等到接連幾天, 巫師界開始不斷受到吸血鬼的偷襲之後, 氣氛才真正的恐慌起來。誰也不知道在幾百年前的戰爭中,付出了極為慘重代價的血族為何在這一次突如其來。他們是要存心報復,還是被人所利用?他們是要掠奪資源, 還是擴張領土?唯一能確定的,吸血鬼內部似乎並未達成統一, 所以一切都還有迴轉的餘地。目前出手的只是四代伯爵中的兩個,而另外兩個伯爵對此表示沉默。在二代吸血鬼滅絕, 三代吸血鬼只餘其一卻不管事的情況下, 四代的這四位伯爵代表了血族中的最高統治,如果四位伯爵達成一致,那麼就可以看做是血族正式向巫師界的宣戰了。

可被關在布萊克家族地下牢房中的諾耶知道, 已經出手的四代伯爵, 並非是兩個,而是三個, 還有一個戴著面具的卡琳娜。她藏在幕後, 但隱約是伏地魔這邊的人。也或許她還有別的什麼陰謀,這個漂亮的女人總是不能被小瞧了。

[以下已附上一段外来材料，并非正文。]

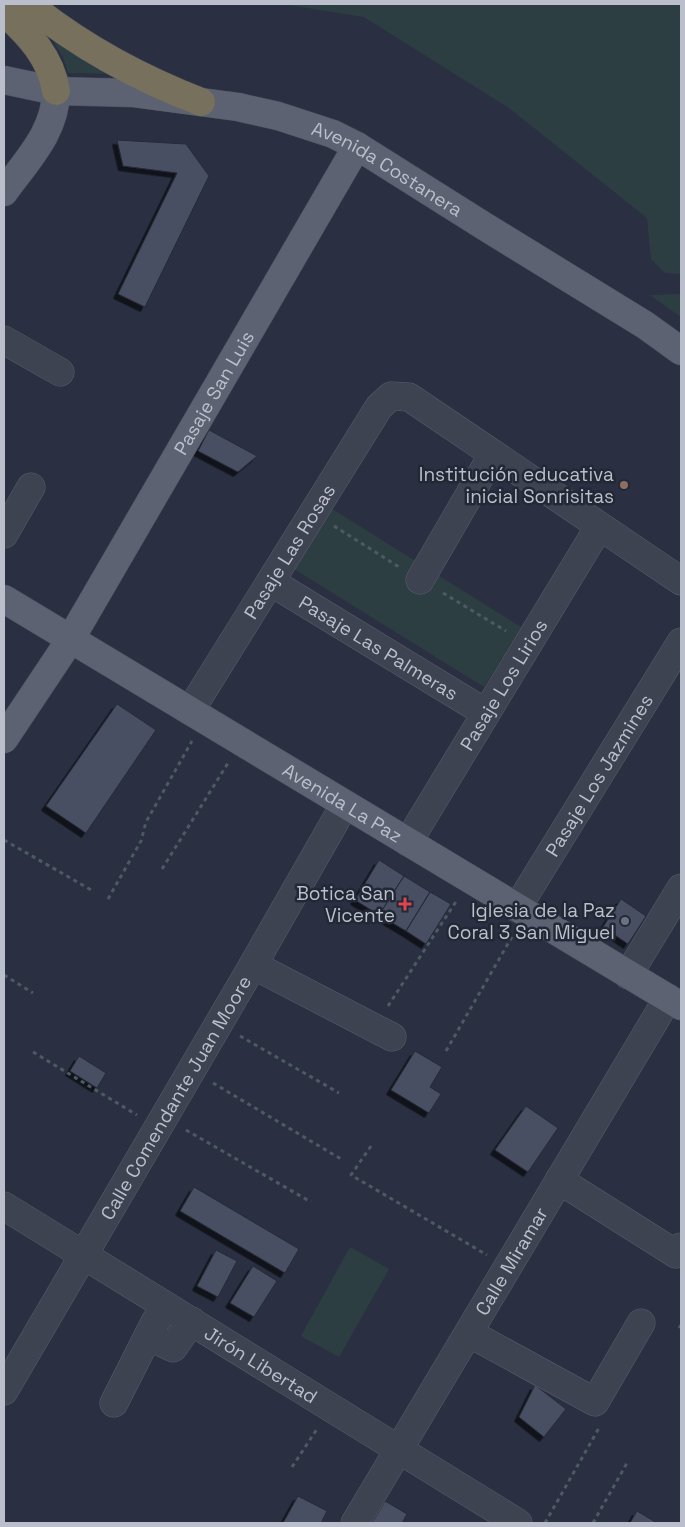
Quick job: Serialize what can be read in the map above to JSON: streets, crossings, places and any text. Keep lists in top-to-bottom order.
{
  "streets": {
    "main road": ["Avenida Costanera", "Pasaje San Luis", "Avenida La Paz"],
    "street": [
      "Pasaje Las Rosas",
      "Pasaje Las Palmeras",
      "Pasaje Los Lirios",
      "Pasaje Los Jazmines",
      "Calle Comendante Juan Moore",
      "Calle Miramar",
      "Jirón Libertad"
    ]
  },
  "crossings": [
    ["Avenida Costanera", "Pasaje San Luis"],
    ["Pasaje San Luis", "Avenida La Paz"],
    ["Pasaje Las Rosas", "Pasaje Las Palmeras"],
    ["Pasaje Las Rosas", "Avenida La Paz"],
    ["Pasaje Las Palmeras", "Pasaje Los Lirios"],
    ["Pasaje Los Lirios", "Avenida La Paz"],
    ["Pasaje Los Jazmines", "Avenida La Paz"],
    ["Avenida La Paz", "Calle Comendante Juan Moore"],
    ["Avenida La Paz", "Calle Miramar"],
    ["Calle Comendante Juan Moore", "Jirón Libertad"],
    ["Calle Miramar", "Jirón Libertad"]
  ],
  "places": {
    "other": ["Institución educativa inicial Sonrisitas", "Iglesia de la Paz Coral 3 San Miguel"],
    "health": ["Botica San Vicente"]
  }
}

月照、鳳凰社、傲羅都以極大的精力投入到保護普通民眾和抵抗血族的戰鬥中去。榮耀之旅指責著鄧布利多致力於保護特殊物種的觀點一直作為主流思想卻是極為錯誤的,這使得民眾在這場突發的戰鬥中一直處於被動;她還指出自從霍格沃茨在幾百年前取消了黑魔法課之後就一直在誤人子弟,據統計,今年剛畢業的新人中, 屬於某個後援團組織成員的自我保護能力很顯然比一般的畢業生高了不止一點,因為這些人崇拜西弗勒斯,並一直為了榜樣自發學習一些黑魔法。同時, 預言家日報也指責m.p.旗下產業眾多,其中跨國的也不少,但是他們的訊息網竟然對於血族的進攻毫無防備,這是盧修斯作為國際聯合司司長和企業人的雙重失敗。盧修斯所面對的另一項指責是,有一個教授在魁地奇比賽中失蹤了,到現在還行蹤不明,而且這個教授同時還是拉文克勞的繼承人和最年輕最有潛力的魔藥大師的靈魂伴侶。這個損失是他作為教育監察會主席所擔當不起的。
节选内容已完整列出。